Septemberheft

Das Septemberheft ist nunmehr im Handel – oder hier versandkostenfrei zu bestellen. Hinter dem Link auch die vertraute Übersicht zu einzelnen Artikeln mit Zitaten aus jedem von ihnen. Im Schnelldurchlauf: Wolfgang Krieger sieht die Arbeit der parlamentarischen Geheimdienst-Kontrollgremien skeptisch. Florian Meinel erklärt, was an der Konjunktur des „Legitimations“-Begriffs so problematisch ist.

Dann geht es in die Theorieszene der Siebziger und Achtziger, mit Ulrich Raulff, der dabei war, und mit Philipp Felsch, der bei Merve und in anderen Archiven geforscht hat – Felschs Kritik der Bleiwüste ist gratis online. Thematisch nah liegen Ekkehard Knörer (frei lesbarer) Rezensionsessay zur ersten Paul-de-Man-Biografie und McKenzie Warks Abschied von den Meisterdenkern.
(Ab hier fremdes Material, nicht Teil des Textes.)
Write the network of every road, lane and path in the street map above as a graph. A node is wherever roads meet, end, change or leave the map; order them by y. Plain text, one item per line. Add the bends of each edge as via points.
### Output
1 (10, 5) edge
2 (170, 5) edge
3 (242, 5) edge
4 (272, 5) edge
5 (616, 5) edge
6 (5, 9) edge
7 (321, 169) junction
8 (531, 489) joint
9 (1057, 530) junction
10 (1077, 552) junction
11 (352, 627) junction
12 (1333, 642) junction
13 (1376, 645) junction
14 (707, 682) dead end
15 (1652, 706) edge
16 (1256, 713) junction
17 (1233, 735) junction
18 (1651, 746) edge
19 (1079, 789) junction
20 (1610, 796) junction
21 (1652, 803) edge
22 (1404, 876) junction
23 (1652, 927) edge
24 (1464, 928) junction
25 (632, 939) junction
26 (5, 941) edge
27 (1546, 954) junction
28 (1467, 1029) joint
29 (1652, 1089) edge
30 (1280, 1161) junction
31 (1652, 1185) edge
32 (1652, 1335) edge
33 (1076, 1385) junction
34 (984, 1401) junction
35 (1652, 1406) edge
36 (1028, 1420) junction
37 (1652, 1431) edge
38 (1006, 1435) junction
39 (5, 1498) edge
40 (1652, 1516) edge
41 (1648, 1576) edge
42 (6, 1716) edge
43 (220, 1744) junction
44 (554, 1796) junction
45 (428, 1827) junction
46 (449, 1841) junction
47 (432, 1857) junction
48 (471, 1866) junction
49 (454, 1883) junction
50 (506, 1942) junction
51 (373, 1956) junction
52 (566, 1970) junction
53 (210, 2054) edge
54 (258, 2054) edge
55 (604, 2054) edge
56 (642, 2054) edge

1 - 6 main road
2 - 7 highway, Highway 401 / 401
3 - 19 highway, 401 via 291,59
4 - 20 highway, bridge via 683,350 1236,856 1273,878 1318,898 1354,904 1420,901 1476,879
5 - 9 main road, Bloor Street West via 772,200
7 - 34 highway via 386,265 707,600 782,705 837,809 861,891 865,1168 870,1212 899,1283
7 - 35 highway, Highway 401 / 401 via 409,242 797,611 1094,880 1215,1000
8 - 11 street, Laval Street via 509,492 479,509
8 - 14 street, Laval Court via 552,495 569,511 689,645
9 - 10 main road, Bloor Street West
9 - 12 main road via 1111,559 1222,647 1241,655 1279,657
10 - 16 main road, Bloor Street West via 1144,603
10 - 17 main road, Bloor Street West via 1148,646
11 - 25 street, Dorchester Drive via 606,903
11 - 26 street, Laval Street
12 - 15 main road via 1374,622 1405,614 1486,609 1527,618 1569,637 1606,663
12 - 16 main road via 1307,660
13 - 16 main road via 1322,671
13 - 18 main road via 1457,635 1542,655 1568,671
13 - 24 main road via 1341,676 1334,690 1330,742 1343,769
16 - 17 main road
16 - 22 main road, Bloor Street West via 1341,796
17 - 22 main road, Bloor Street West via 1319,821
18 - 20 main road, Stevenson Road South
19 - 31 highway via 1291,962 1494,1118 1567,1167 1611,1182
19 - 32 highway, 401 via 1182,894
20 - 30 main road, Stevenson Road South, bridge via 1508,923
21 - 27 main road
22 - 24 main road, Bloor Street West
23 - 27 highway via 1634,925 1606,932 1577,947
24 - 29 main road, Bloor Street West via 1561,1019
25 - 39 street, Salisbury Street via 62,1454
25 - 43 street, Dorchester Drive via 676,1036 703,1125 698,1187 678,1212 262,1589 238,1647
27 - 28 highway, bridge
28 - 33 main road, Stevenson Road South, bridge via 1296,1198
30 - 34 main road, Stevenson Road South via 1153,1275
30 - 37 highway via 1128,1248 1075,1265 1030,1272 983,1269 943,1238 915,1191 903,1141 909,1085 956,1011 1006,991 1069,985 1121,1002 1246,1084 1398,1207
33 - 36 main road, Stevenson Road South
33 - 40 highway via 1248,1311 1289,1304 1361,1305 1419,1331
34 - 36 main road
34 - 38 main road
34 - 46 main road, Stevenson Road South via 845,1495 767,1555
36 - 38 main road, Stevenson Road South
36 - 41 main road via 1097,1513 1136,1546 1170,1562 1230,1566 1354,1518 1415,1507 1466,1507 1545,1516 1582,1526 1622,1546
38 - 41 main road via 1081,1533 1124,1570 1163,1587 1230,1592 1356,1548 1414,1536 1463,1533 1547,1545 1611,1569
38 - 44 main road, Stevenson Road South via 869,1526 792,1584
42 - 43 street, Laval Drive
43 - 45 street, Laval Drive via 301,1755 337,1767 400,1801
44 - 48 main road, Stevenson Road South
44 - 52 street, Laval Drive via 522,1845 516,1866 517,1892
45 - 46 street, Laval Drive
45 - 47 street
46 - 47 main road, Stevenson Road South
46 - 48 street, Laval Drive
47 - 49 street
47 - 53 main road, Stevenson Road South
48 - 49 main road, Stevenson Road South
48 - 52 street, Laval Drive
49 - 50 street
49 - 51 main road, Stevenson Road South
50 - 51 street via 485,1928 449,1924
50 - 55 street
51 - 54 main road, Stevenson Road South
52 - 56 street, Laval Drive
Eine Premiere: Kathrin Röggla im Merkur, mit einem lanzarotenischen Text: Geografie überall. Taylor Parkes ist mit der Monty-Python-Reunion nicht glücklich. Anatol Stefanowitsch erklärt in einer Reaktion auf Daniel Scholtens Sprachkolumne Sinn und Zweck der gendergerechten Sprache. Und die Kolumnen: Simon Rothöhler über Kevin B. Lees TransformersPremake und Werner Plumpe mit Kritik an der Wachstumskritik. Zum Abschluss der Reihe „Neues aus der Alten Welt“ geht es mit Uwe Walter in die Frühzeit Roms. Und nicht fehlen darf: Stephan Herczegs Journal, XVIII. Folge.